___ Provided records

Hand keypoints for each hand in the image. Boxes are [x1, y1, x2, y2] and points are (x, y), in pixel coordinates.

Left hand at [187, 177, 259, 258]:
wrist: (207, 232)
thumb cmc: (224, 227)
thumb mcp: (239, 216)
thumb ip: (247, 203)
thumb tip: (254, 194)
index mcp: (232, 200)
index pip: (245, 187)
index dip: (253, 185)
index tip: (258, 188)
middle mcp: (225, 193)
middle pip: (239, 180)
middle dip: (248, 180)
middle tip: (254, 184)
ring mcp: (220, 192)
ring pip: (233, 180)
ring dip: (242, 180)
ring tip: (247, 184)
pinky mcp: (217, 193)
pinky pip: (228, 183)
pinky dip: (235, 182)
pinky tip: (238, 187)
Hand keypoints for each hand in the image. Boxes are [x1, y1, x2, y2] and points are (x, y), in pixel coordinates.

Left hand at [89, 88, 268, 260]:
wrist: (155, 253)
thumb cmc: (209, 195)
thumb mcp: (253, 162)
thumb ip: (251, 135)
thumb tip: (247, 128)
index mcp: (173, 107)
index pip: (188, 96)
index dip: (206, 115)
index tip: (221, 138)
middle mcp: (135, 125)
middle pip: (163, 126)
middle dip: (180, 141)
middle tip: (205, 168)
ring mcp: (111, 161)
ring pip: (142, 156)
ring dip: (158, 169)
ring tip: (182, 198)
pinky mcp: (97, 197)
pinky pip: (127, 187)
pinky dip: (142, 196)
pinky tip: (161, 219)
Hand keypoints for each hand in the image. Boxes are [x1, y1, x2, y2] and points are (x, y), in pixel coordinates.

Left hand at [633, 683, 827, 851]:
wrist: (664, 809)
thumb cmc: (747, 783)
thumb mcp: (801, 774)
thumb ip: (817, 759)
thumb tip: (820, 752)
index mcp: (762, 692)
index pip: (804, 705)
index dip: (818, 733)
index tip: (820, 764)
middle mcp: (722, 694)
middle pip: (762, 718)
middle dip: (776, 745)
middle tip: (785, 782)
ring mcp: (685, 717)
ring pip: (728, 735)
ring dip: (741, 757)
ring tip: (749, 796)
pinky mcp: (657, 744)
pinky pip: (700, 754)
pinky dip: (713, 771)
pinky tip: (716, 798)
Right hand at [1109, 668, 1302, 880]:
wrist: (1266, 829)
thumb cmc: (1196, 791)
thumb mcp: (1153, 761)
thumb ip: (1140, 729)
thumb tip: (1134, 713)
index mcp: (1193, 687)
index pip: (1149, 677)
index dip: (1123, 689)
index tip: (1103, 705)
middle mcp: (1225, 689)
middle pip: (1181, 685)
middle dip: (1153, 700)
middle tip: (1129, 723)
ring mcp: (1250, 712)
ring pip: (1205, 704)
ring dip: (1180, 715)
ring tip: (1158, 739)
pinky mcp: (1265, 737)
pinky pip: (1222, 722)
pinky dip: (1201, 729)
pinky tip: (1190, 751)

______

» What needs to be done: Read through the data above. Report each line that has the word "hand".

» Written solution:
Hand keypoints for each hand in the image. Boxes are [x1, y1, x2, y2] and points are (x, y), in pixel coordinates.
Left hand at [187, 177, 259, 258]:
Hand keypoints for each hand in the image. Boxes are [x1, y1, x2, y2] and points are (x, y), in pixel coordinates.
Left hand at [89, 88, 268, 260]:
Hand keypoints for each hand in the image. Boxes are [x1, y1, x2, y2] and points are (x, y), in pixel coordinates.
Left hand at [633, 683, 827, 851]:
Right hand at [1109, 668, 1302, 880]:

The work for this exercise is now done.